Educated at Millfield School and Loughborough University, Fletcher was a right-handed middle-order batsman. He played for Somerset's second eleven from 1989 and for Hertfordshire in Minor Counties cricket from 1990 and made his List A cricket debut that year, playing for Hertfordshire in the first-round NatWest Trophy match against Warwickshire. In early 1991, he played a single List A match for the Combined Universities against Northamptonshire in the Benson and Hedges Cup. Finally, at the end of the same 1991 season, he made his first-class cricket debut for his third top-class team, Somerset, scoring 56 and 2 not out against Hampshire.

Fletcher was out of first-class and List A cricket for nearly two years, and his return for Somerset, as an experimental opening batsman, proved unfortunate, as he had made 65 when his thumb was broken by the Middlesex opening bowler Neil Williams. This remained his highest first-class score. He returned to the Somerset side late in the season as a middle-order batsman, with some success, but in 1994 he played only half a dozen matches and he left the Somerset staff at the end of the season.

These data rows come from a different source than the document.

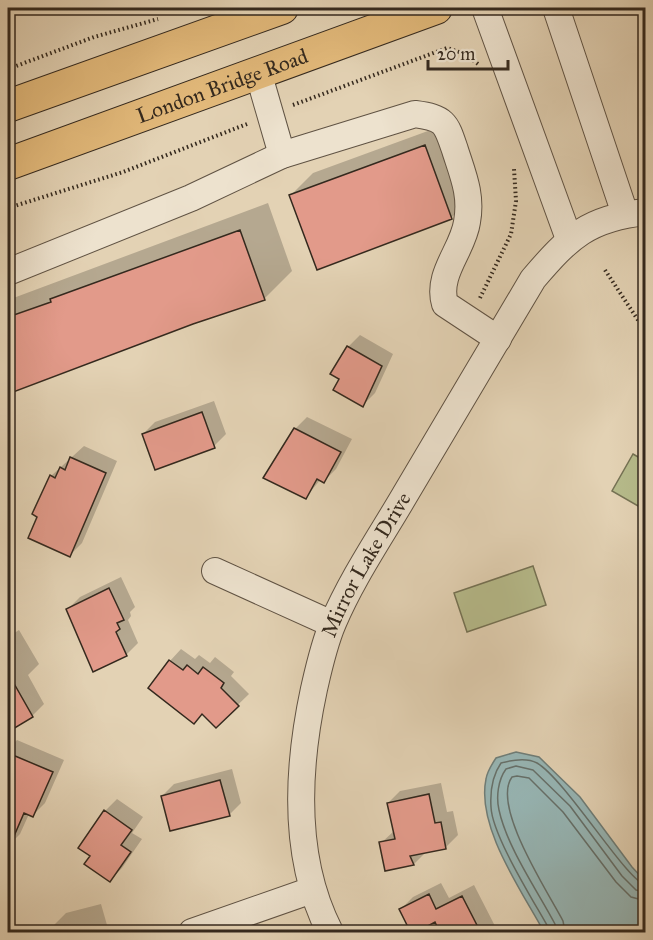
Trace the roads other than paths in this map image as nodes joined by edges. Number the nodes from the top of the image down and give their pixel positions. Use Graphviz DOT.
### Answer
graph roads {
  1 [pos="282,8"];
  2 [pos="436,8"];
  3 [pos="485,8"];
  4 [pos="556,8"];
  5 [pos="258,72"];
  6 [pos="8,106"];
  7 [pos="282,155"];
  8 [pos="8,164"];
  9 [pos="635,213"];
  10 [pos="569,239"];
  11 [pos="8,272"];
  12 [pos="498,339"];
  13 [pos="215,572"];
  14 [pos="332,624"];
  15 [pos="312,890"];
  16 [pos="192,933"];
  17 [pos="330,933"];
  1 -- 6 [label="main road"];
  2 -- 5 [label="main road, London Bridge Road"];
  3 -- 10 [label="street"];
  4 -- 9 [label="street, Mirror Lake Drive"];
  5 -- 7 [label="street"];
  5 -- 8 [label="main road, London Bridge Road"];
  7 -- 11 [label="street"];
  7 -- 12 [label="street"];
  9 -- 10 [label="street, Mirror Lake Drive"];
  10 -- 12 [label="street, Mirror Lake Drive"];
  12 -- 14 [label="street, Mirror Lake Drive"];
  13 -- 14 [label="street"];
  14 -- 15 [label="street, Mirror Lake Drive"];
  15 -- 16 [label="street"];
  15 -- 17 [label="street, Mirror Lake Drive"];
}
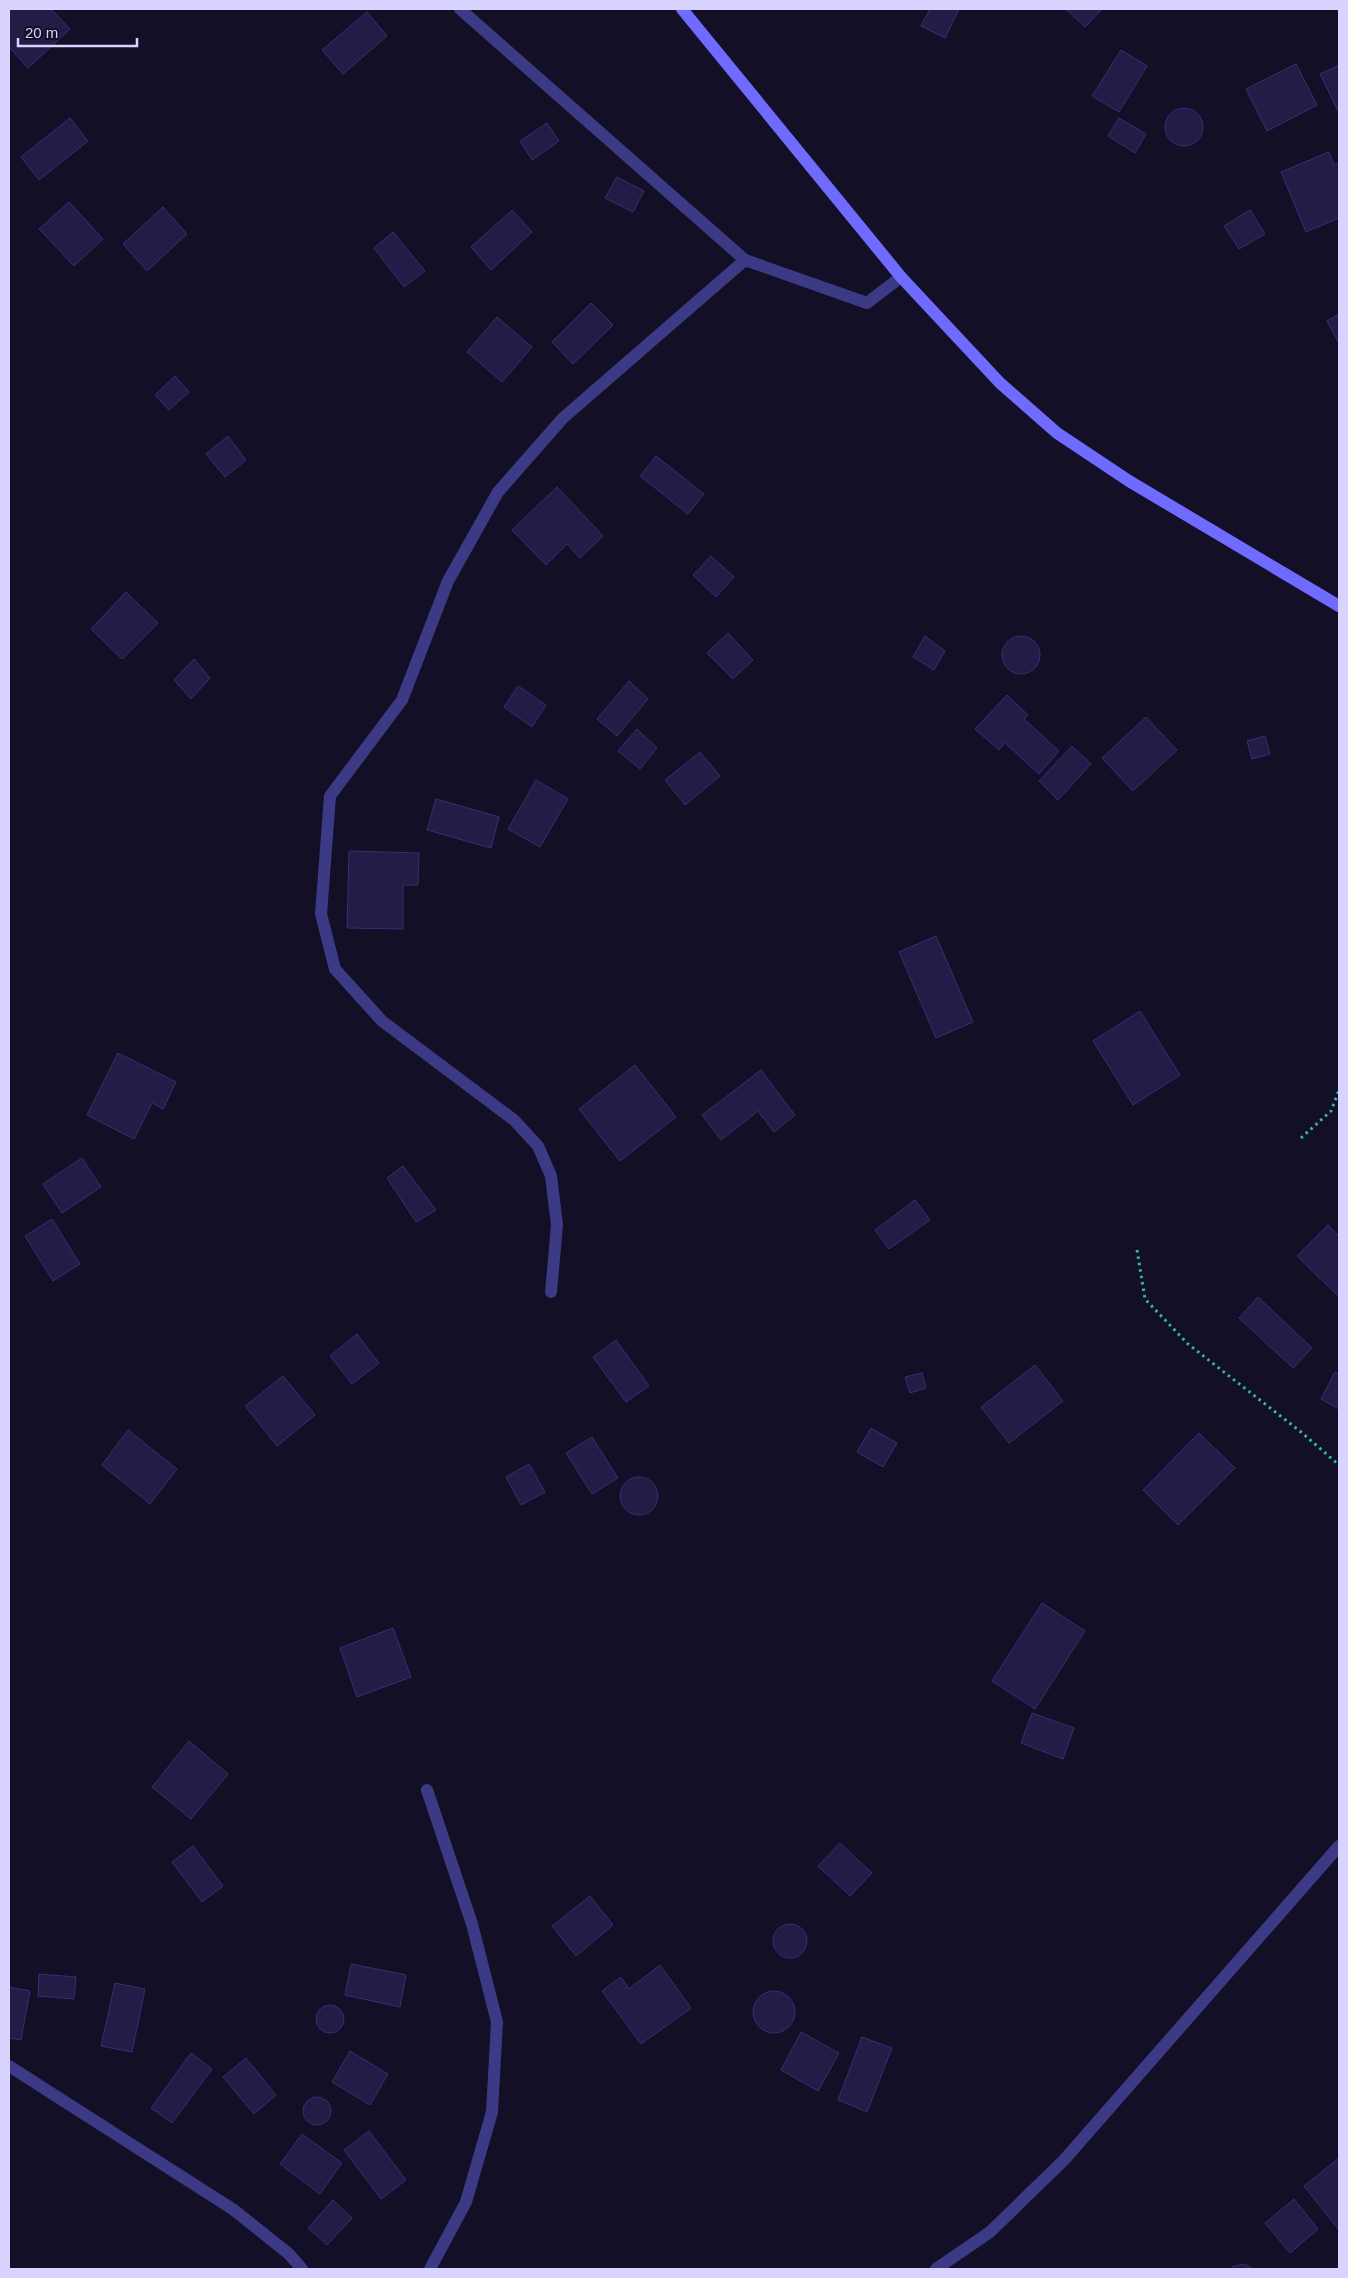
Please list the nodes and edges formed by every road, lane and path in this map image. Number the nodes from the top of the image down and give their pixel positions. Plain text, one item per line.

After leaving first-class cricket, Fletcher returned to Hertfordshire, playing in the Minor Counties competitions and in List A matches up to 2003. His highest List A score, 60, and his only wicket in either List A or first-class cricket, came in 2001 in the match against the Durham Cricket Board in the Cheltenham and Gloucester Trophy.

Since leaving cricket, Fletcher has worked as a cricket journalist for newspapers including The Independent and The Scotsman.